━━━ Records to process ━━━

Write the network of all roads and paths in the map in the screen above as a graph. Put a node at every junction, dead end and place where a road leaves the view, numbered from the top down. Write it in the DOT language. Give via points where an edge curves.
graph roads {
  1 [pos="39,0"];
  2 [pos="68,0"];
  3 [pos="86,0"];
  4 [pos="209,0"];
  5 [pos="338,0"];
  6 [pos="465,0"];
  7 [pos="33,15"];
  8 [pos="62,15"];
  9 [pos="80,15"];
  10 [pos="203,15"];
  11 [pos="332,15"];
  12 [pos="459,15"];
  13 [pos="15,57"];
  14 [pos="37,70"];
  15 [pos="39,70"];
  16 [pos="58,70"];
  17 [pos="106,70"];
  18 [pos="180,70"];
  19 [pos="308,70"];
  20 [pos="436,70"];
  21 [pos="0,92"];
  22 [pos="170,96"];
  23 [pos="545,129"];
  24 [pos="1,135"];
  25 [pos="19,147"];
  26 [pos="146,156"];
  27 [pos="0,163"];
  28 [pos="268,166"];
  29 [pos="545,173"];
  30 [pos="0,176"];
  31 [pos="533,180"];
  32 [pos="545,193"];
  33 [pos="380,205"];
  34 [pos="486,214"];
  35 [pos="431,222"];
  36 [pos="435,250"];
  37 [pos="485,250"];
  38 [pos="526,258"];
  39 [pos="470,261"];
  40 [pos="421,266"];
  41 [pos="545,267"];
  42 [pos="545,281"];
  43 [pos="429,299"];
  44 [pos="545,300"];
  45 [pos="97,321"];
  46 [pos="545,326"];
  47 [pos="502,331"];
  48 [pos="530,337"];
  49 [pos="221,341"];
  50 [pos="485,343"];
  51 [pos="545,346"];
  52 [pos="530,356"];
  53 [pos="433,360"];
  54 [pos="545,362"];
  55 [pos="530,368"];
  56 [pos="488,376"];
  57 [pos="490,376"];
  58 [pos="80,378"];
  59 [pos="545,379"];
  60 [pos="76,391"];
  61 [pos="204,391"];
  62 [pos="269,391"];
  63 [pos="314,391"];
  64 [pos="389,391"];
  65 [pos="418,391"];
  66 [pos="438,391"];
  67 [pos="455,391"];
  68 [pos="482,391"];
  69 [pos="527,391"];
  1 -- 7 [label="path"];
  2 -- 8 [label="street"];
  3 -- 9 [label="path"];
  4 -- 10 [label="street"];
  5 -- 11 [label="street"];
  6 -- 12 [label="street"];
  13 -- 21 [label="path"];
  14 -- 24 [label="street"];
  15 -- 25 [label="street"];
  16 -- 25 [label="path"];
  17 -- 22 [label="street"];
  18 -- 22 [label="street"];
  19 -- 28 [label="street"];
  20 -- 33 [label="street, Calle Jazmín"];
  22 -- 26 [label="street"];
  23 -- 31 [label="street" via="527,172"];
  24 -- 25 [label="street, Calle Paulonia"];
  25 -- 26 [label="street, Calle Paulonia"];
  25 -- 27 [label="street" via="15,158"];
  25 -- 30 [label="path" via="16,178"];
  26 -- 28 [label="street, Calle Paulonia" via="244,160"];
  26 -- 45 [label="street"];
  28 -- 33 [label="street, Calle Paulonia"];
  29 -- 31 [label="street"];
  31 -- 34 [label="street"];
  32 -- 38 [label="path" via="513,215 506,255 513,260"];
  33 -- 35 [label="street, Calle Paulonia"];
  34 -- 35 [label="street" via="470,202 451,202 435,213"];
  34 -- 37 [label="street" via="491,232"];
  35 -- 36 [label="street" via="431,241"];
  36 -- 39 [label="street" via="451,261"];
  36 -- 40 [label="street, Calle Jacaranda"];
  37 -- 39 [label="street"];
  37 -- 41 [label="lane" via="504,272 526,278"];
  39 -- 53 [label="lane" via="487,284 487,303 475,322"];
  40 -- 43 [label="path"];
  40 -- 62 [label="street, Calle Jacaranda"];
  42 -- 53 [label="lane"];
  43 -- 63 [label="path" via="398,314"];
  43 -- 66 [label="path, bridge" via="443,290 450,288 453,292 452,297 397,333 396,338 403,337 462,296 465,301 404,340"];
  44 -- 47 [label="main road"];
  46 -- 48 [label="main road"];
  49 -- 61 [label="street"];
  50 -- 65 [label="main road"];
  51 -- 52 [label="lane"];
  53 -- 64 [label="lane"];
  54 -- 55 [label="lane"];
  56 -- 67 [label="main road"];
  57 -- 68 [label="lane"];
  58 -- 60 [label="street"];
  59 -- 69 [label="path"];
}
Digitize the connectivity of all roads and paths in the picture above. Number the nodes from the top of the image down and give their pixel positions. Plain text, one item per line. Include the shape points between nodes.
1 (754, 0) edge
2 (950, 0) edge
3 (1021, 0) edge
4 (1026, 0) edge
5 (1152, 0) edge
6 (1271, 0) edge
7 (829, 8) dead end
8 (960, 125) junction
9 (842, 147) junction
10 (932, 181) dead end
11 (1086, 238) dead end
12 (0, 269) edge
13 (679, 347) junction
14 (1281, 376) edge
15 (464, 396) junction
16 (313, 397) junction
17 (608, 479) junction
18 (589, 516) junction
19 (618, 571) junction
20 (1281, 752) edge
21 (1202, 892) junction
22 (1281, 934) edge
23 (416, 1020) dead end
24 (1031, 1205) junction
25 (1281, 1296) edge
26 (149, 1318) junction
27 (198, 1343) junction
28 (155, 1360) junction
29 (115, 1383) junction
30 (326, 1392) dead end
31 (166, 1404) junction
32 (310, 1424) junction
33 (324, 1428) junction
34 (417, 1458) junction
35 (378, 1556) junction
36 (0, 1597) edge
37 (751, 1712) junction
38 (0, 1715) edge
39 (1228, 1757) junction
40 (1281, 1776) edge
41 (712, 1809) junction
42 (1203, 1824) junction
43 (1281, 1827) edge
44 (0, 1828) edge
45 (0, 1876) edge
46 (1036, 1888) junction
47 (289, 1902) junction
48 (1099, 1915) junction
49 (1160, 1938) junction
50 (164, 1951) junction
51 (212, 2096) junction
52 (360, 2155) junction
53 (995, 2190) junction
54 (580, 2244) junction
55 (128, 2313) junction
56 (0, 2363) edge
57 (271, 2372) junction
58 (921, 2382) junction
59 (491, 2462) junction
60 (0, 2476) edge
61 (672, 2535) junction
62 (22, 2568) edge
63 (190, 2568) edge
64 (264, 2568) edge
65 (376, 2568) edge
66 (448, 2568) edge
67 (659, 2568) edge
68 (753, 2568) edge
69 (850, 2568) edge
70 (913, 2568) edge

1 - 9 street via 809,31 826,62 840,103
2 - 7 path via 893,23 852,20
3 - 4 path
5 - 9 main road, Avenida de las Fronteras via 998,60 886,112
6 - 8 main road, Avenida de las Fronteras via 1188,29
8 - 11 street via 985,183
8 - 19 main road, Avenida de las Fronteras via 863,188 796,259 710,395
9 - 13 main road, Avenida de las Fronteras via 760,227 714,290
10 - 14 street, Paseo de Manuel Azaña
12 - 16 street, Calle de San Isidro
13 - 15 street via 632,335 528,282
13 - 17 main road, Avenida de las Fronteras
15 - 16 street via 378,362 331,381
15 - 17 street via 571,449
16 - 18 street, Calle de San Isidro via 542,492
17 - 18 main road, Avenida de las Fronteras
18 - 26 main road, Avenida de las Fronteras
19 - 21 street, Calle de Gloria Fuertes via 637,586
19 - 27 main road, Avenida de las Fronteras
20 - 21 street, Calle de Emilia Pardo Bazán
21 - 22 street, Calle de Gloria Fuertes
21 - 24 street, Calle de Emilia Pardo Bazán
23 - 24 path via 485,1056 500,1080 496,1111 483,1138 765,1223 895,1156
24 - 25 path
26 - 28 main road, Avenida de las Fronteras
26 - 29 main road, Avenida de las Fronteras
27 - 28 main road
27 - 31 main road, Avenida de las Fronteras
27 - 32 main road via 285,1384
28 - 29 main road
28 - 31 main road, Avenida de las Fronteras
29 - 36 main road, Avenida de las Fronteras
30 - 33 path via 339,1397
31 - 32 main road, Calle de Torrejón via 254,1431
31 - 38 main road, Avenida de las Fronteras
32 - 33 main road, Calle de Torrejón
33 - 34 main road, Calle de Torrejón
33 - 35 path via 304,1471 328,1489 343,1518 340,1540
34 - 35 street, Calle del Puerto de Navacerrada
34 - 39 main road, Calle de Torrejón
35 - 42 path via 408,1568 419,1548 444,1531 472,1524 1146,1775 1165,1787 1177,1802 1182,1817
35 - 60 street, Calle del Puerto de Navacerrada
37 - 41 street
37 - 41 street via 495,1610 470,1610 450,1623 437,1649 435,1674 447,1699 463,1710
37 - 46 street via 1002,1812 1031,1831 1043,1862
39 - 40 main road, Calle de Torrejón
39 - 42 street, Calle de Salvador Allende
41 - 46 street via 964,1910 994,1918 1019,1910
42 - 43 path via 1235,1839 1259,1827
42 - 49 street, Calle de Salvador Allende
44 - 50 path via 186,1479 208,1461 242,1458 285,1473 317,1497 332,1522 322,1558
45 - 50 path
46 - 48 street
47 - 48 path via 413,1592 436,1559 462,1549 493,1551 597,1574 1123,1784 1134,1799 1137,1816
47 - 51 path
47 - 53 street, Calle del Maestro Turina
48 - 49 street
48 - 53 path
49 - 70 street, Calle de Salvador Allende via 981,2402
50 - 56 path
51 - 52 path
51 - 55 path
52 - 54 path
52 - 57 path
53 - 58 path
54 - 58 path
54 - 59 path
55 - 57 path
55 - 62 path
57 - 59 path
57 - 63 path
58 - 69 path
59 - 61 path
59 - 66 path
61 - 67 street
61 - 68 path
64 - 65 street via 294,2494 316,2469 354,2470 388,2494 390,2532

━━━

What is required:
Copy each line of the data above that holds "Paulonia".

Solution for this exercise:
  24 -- 25 [label="street, Calle Paulonia"];
  25 -- 26 [label="street, Calle Paulonia"];
  26 -- 28 [label="street, Calle Paulonia" via="244,160"];
  28 -- 33 [label="street, Calle Paulonia"];
  33 -- 35 [label="street, Calle Paulonia"];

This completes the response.